Two days later, regulators also shut down Signature Bank (SBNY), which was also facing a bank run

The other link between SVB and Signature Bank is that a large majority of their deposits were uninsured, in other words a large part of the accounts had more than $250,000.

The Federal Deposit Insurance Corporation guarantees deposits up to a limit of $250,000.

In a chart, the legendary investor also shows the firms with the most unrealized losses in their portfolios of Treasury bonds and municipal bonds.

Concerns currently revolve around First Republic Bank. But legendary investor Michael Burry has also sounded the alarm on Comerica CMA, the only other bank solidly in the upper right quadrant where both of these measures are above the median. 

It appears from the chart/guide, as Burry called it, that Silicon Valley Bank and Signature Bank in New York -- two banks closed by regulators -- were the institutions that had the most uninsured deposits. That means customers holding more than the FDIC insurance limit $250,000 in their accounts. 

First Republic is the No. 3 bank most dependent on wealthy customers. If we look at the banks with more than the median 30% in unrealized losses -- Comerica, U.S. Bancorp and Key Bank have among the next highest percentage of uninsured deposits, according to the chart.

At the same time, Comerica's unrealized losses represent 40% of its common equity tier 1 capital, which is a bank's highest-quality capital because it is fully available to cover losses. This percentage is even higher at US Bancorp and Key Bank. 

The unrealized losses represent 40% of First Republic Bank's tier 1 capital but about 80% of the bank's customers are uninsured.

For comparison, unrealized losses constituted between 30% and 40% of common equity tier 1 capital for Signature Bank and 120% for SVB. 

The hedge-fund manager seems to suggest that First Republic Bank and Comerica which are solidly in the upper right quadrant are vulnerable to bank runs.

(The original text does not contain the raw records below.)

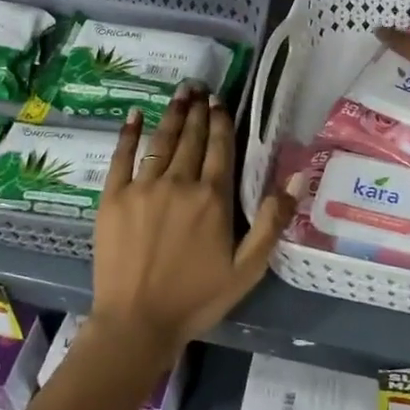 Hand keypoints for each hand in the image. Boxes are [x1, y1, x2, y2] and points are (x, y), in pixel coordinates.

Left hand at [89, 84, 294, 360]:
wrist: (136, 322)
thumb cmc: (196, 298)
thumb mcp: (247, 268)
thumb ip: (271, 221)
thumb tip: (296, 177)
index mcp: (212, 198)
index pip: (220, 148)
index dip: (221, 122)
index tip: (220, 102)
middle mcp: (179, 182)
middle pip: (191, 139)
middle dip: (197, 111)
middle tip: (199, 87)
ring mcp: (142, 187)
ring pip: (161, 141)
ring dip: (172, 115)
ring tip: (179, 93)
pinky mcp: (113, 197)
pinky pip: (121, 157)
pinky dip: (128, 134)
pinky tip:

The investor is dubbed 'Big Short' by Wall Street because he became a legend after he successfully bet against the subprime mortgages that caused the 2008 financial crisis.

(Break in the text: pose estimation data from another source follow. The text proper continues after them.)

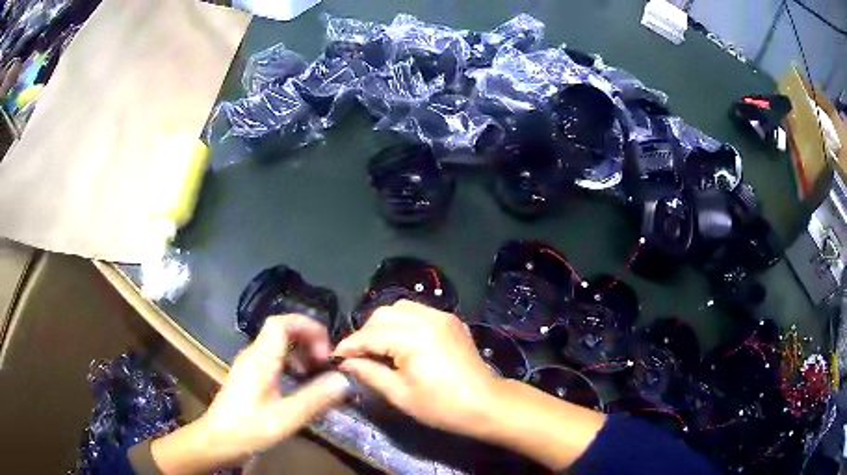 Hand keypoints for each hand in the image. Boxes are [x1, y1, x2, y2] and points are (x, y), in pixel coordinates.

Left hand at [151, 315, 350, 472]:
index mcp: (260, 358)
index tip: (327, 349)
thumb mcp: (285, 418)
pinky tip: (299, 386)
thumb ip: (314, 398)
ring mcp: (249, 365)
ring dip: (300, 354)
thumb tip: (343, 380)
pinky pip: (273, 360)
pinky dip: (291, 365)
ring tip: (316, 376)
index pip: (281, 322)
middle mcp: (253, 355)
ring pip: (278, 346)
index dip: (307, 326)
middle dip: (308, 341)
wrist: (216, 440)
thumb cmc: (248, 428)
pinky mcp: (248, 377)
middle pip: (281, 331)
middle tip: (325, 365)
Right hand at [334, 300, 500, 437]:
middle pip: (383, 315)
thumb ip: (369, 373)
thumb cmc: (442, 406)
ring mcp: (442, 316)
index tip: (336, 357)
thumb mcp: (400, 394)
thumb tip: (346, 362)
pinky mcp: (450, 320)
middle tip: (359, 355)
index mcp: (414, 338)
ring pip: (399, 308)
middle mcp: (427, 318)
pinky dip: (403, 322)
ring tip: (379, 348)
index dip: (350, 345)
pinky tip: (401, 342)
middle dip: (366, 333)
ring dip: (383, 325)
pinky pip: (418, 312)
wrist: (486, 403)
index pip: (370, 335)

'We Are Adding New Accounts'

US Bancorp rejects these doom scenarios.

The Minneapolis-based bank told TheStreet that not only is there not a run on the bank, but they are growing their business with new customer accounts and deposits.

"Our deposit flows are not only stable, we are adding new accounts and new customers every day," a spokesperson told TheStreet in an emailed statement.

US Bancorp referred to its latest financial filings in which it said that unrealized losses represent about 47% of this tier 1 capital.

The bank is also saying, in its annual regulatory filing, SEC Form 10-K, that 55% of deposits were uninsured as of Dec. 31, 2022. 

"U.S. Bank maintains strong capital and liquidity positions, along with a disciplined asset liability management framework, to ensure sound balance sheet actions," the Minneapolis firm said.

The firm received support from Baird analysts, who called US Bancorp a "high-quality regional bank with little to no downside and ~50% upside over time."

Comerica said that "any correlation between Comerica and the recently impacted banks – especially in regard to deposits – is an apples-to-oranges comparison."

The bank added that it "has a more diverse, stable and ‘sticky’ deposit base and we remain well capitalized and highly liquid. In short, it is business as usual at Comerica as we continue to focus on caring for our customers and meeting their financial needs."

Burry's warning is echoed by credit rater Moody's, which warned on March 14 that it was considering downgrading Comerica's rating.

"Today's rating action reflects Comerica's high reliance on more confidence-sensitive uninsured deposit funding, its high amount of unrealized losses in its available-for-sale securities portfolio, as well as a relatively lower level of capitalization," Moody's said. 

"Comerica's share of deposits which are above the Federal Deposit Insurance Corp.'s insurance threshold is material, making the bank's funding profile more sensitive to rapid and large withdrawals from depositors."